- Interactive map of Aksdal
- Coordinates: 59°25′26″N 5°26′44″E﻿ / ﻿59.42402°N 5.44565°E
- Country: Norway
- Region: Western Norway
- County: Rogaland
- District: Haugaland
- Municipality: Tysvær Municipality

Area
- • Total: 0.45 km^{2} (0.17 sq mi)
- Elevation: 41 m (135 ft)

Population (2025)
- • Total: 837
- • Density: 1,860/km^{2} (4,800/sq mi)
- Time zone: UTC+01:00 (CET)
- • Summer (DST): UTC+02:00 (CEST)
- Post Code: 5570 Aksdal

= Aksdal =

Village in Tysvær Municipality, Norway

Aksdal is a village and the administrative centre of Tysvær Municipality in Rogaland county, Norway.
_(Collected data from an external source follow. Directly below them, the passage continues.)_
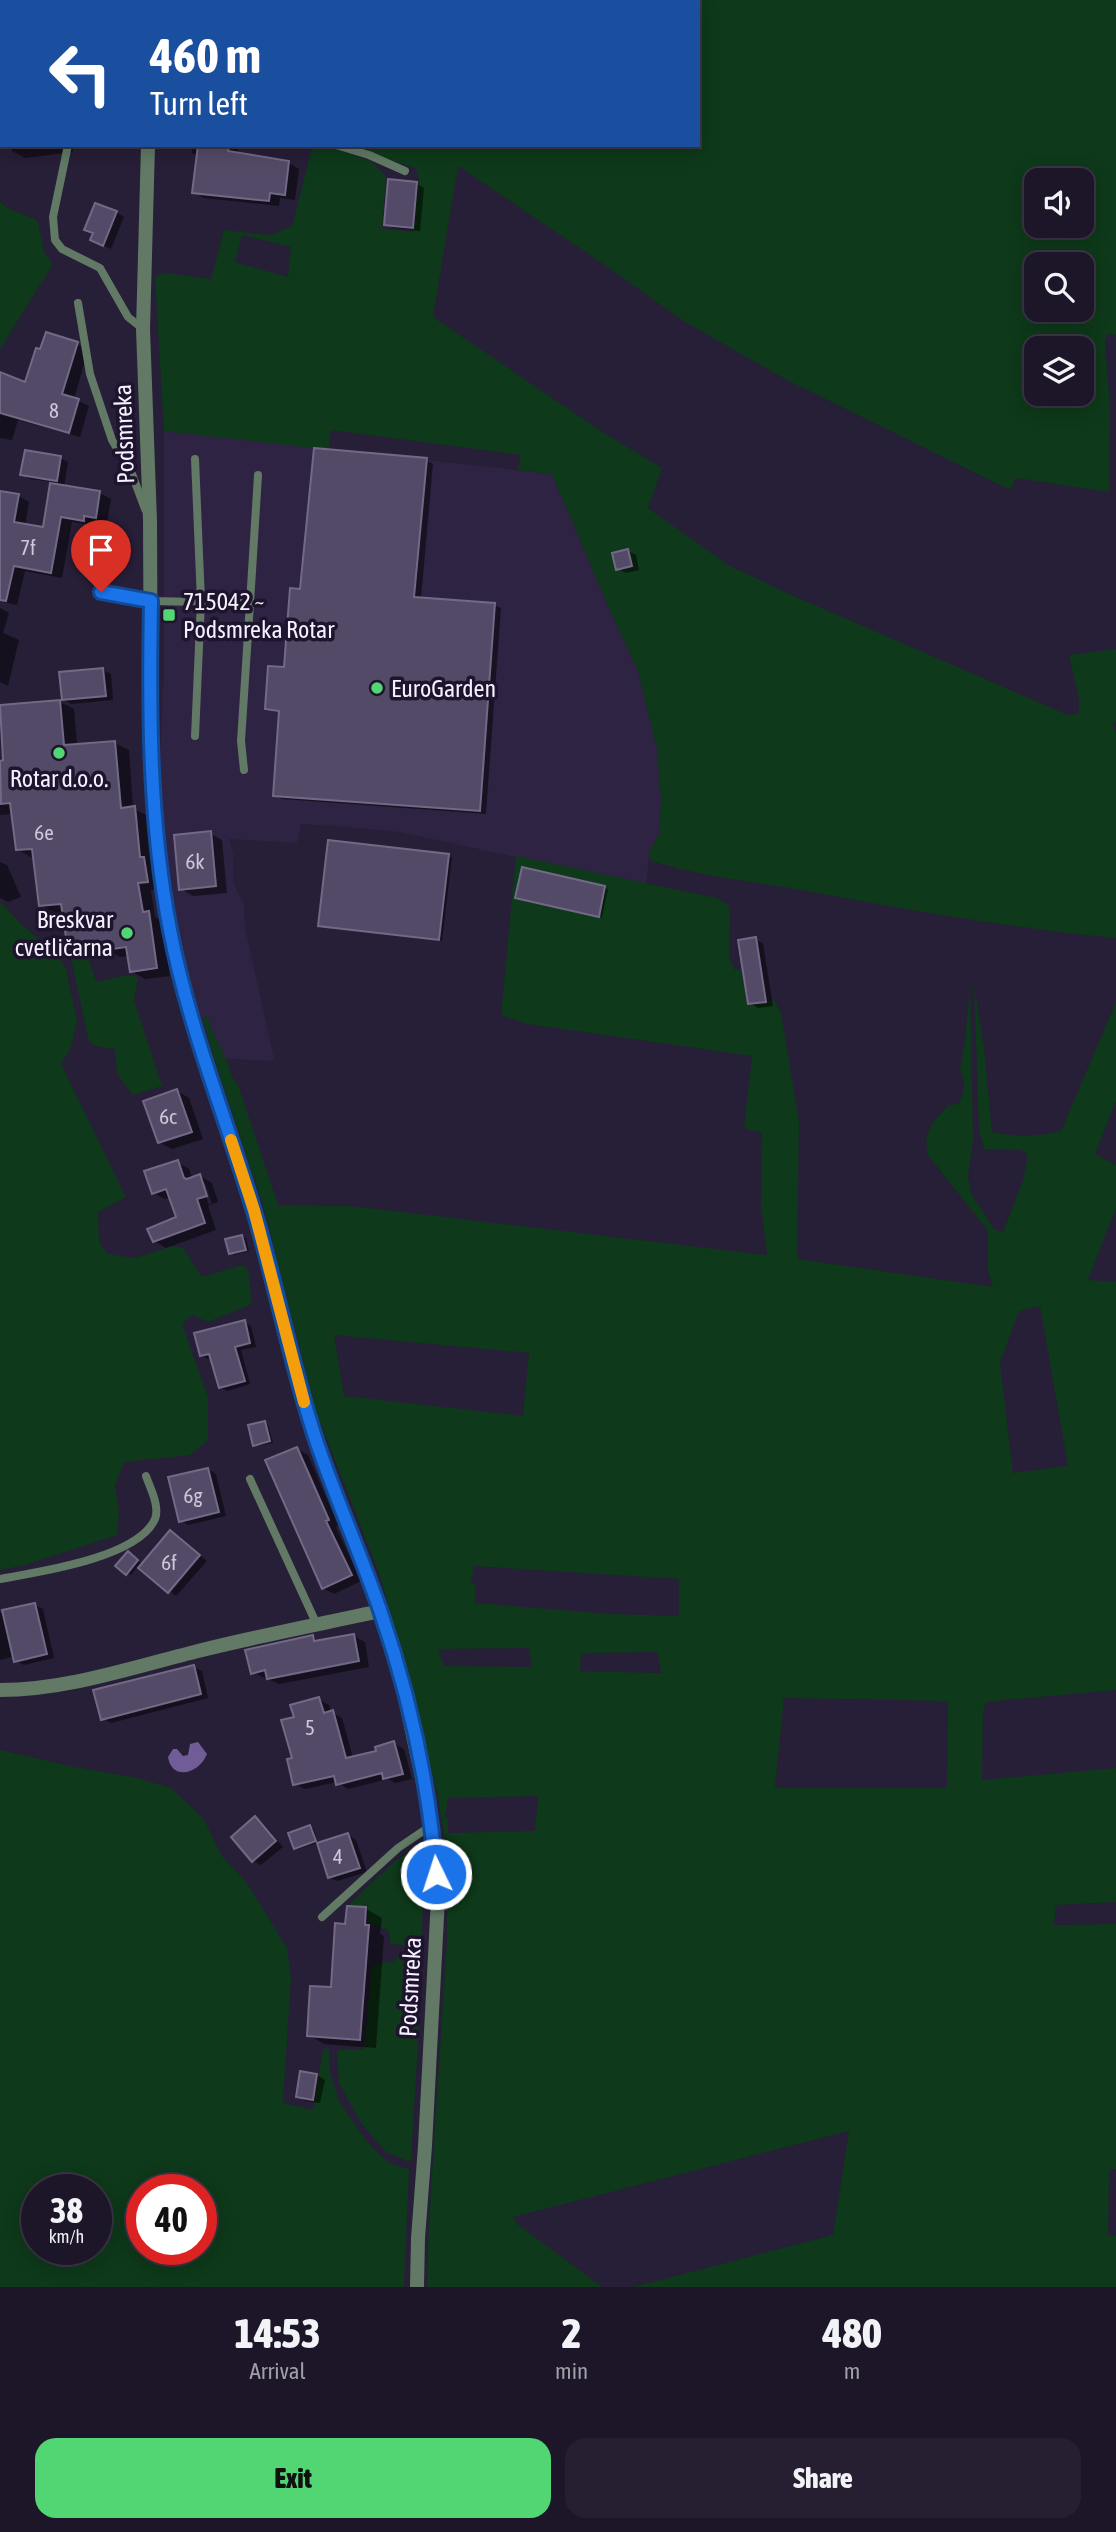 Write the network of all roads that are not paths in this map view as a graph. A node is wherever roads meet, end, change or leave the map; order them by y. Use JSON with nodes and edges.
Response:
{"nodes":[{"id":1,"x":68,"y":147,"type":"edge"},
{"id":2,"x":148,"y":147,"type":"edge"},
{"id":3,"x":343,"y":147,"type":"edge"},
{"id":4,"x":405,"y":170,"type":"dead end"},
{"id":5,"x":78,"y":303,"type":"dead end"},
{"id":6,"x":143,"y":329,"type":"junction"},
{"id":7,"x":195,"y":459,"type":"dead end"},
{"id":8,"x":258,"y":475,"type":"dead end"},
{"id":9,"x":150,"y":521,"type":"junction"},
{"id":10,"x":101,"y":592,"type":"dead end"},
{"id":11,"x":151,"y":601,"type":"junction"},
{"id":12,"x":201,"y":601,"type":"junction"},
{"id":13,"x":250,"y":603,"type":"junction"},
{"id":14,"x":195,"y":736,"type":"dead end"},
{"id":15,"x":244,"y":770,"type":"dead end"},
{"id":16,"x":146,"y":1476,"type":"dead end"},
{"id":17,"x":250,"y":1479,"type":"dead end"},
{"id":18,"x":0,"y":1579,"type":"edge"},
{"id":19,"x":380,"y":1611,"type":"junction"},
{"id":20,"x":317,"y":1625,"type":"junction"},
{"id":21,"x":0,"y":1689,"type":"edge"},
{"id":22,"x":432,"y":1825,"type":"junction"},
{"id":23,"x":322,"y":1917,"type":"dead end"},
{"id":24,"x":417,"y":2287,"type":"edge"}],
"edges":[{"from":1,"to":6,"type":"lane"},
{"from":2,"to":6,"type":"street","name":"Podsmreka"},
{"from":3,"to":4,"type":"lane"},
{"from":5,"to":9,"type":"lane"},
{"from":6,"to":9,"type":"street","name":"Podsmreka"},
{"from":7,"to":12,"type":"lane"},
{"from":8,"to":13,"type":"lane"},
{"from":9,"to":11,"type":"street","name":"Podsmreka"},
{"from":10,"to":11,"type":"lane"},
{"from":11,"to":12,"type":"lane"},
{"from":11,"to":19,"type":"street","name":"Podsmreka"},
{"from":12,"to":13,"type":"lane"},
{"from":12,"to":14,"type":"lane"},
{"from":13,"to":15,"type":"lane"},
{"from":16,"to":18,"type":"lane"},
{"from":17,"to":20,"type":"lane"},
{"from":19,"to":20,"type":"street"},
{"from":19,"to":22,"type":"street","name":"Podsmreka"},
{"from":20,"to":21,"type":"street"},
{"from":22,"to":23,"type":"lane"},
{"from":22,"to":24,"type":"street","name":"Podsmreka"}]} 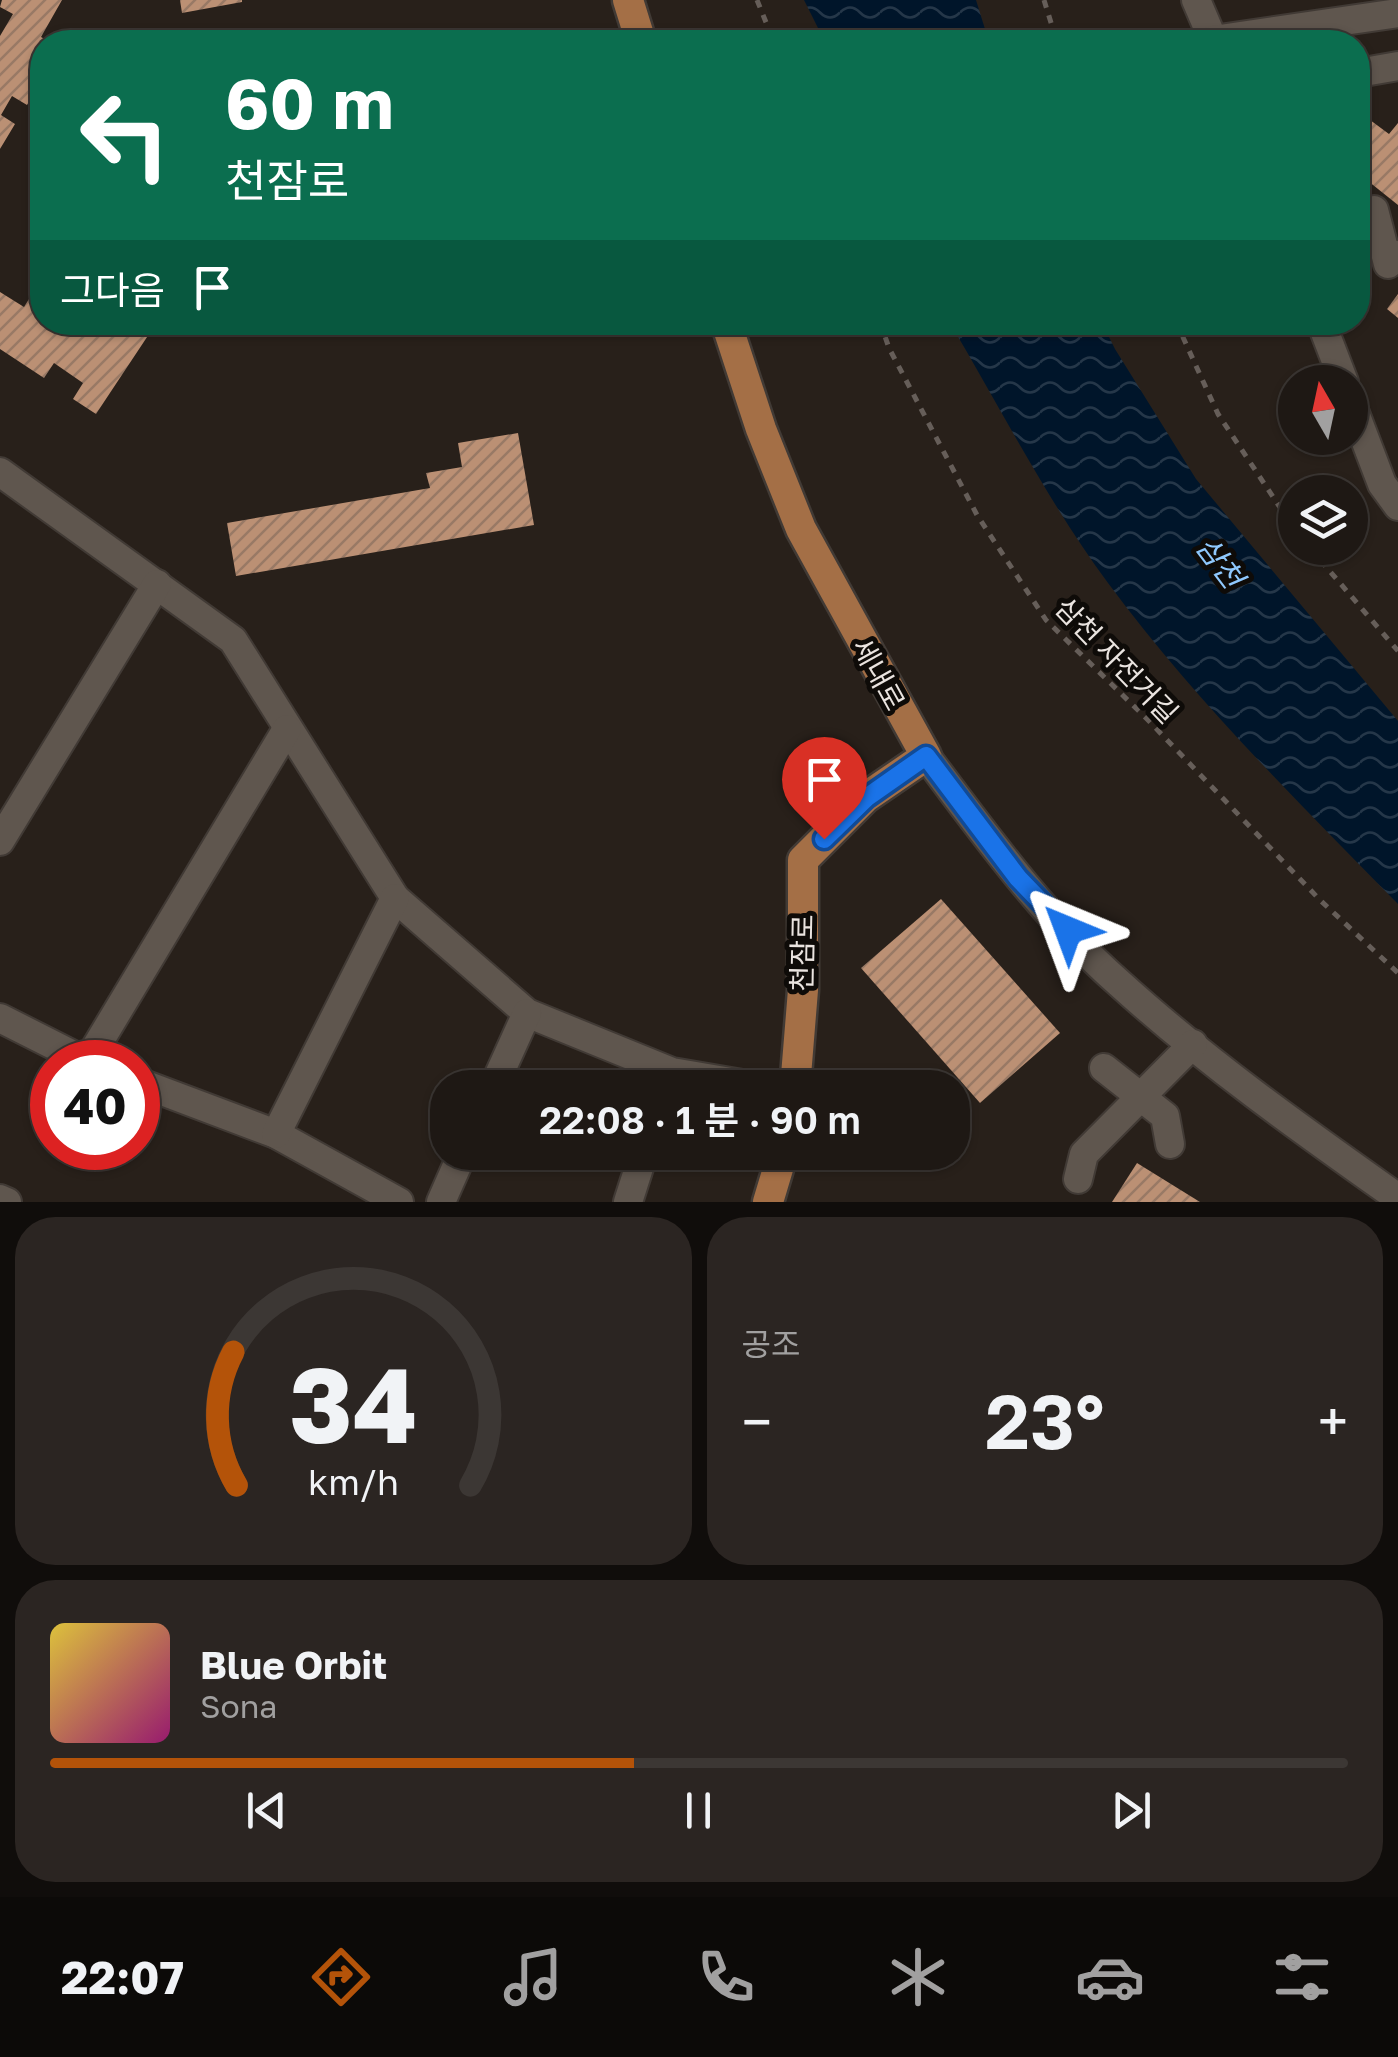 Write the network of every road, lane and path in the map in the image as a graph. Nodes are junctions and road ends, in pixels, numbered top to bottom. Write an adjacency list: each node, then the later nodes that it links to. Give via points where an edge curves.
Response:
1 (628, 0): 6 (main road)
2 (757, 0): 7 (path)
3 (1044, 0): 8 (path)
4 (1196, 0): 9 (street)
5 (1398, 13): 10 (street)
6 (637, 30)
7 (769, 30)
8 (1053, 30)
9 (1209, 30)
10 (1290, 30)
11 (1398, 66): 12 (street)
12 (1370, 70)
13 (1374, 210): 14 (street, via 1388,264)
14 (1398, 255)
15 (730, 335): 28 (main road, 세내로, via 800,529)
16 (884, 335): 31 (path, 삼천 자전거길, via 976,514 1046,620)
17 (1182, 335): 22 (path, via 1218,414)
18 (1326, 335): 19 (street)
19 (1337, 365)
20 (1368, 447): 23 (street)
21 (0, 472): 25 (street)
22 (1278, 504)
23 (1398, 506)
24 (1325, 565): 26 (path)
25 (157, 584): 27 (street, via 233,640); 29 (street)
26 (1398, 650)
27 (287, 729): 30 (street); 33 (street, via 87,1062)
28 (926, 756): 34 (street, 세내로, via 1018,878 1117,982); 38 (main road, 천잠로, via 866,798 803,860)
29 (0, 841)
30 (395, 898): 32 (street); 41 (street)
31 (1398, 973)
32 (527, 1013): 36 (street); 37 (street)
33 (0, 1018)
34 (1193, 1044): 40 (street); 47 (street, 세내로)
35 (1104, 1068): 40 (street)
36 (501, 1070)
37 (648, 1070)
38 (797, 1070)
39 (160, 1090): 41 (street)
40 (1142, 1098): 42 (street, via 1165,1116); 46 (street, via 1084,1154)
41 (276, 1134): 48 (street)
42 (1170, 1144)
43 (456, 1170): 49 (street)
44 (638, 1170): 50 (street)
45 (778, 1170): 51 (main road)
46 (1078, 1178)
47 (1398, 1198)
48 (399, 1202)
49 (441, 1202)
50 (628, 1202)
51 (768, 1202)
The village is located on the northern shore of the large lake Aksdalsvatnet, at the junction of the European route E134 and European route E39 highways. The village of Førre lies about 3 km to the west of Aksdal and the village of Grinde lies about 1.5 km to the east. Aksdal Church is located in Aksdal.

The 0.45 km2 village has a population (2025) of 837 and a population density of 1860 PD/km2.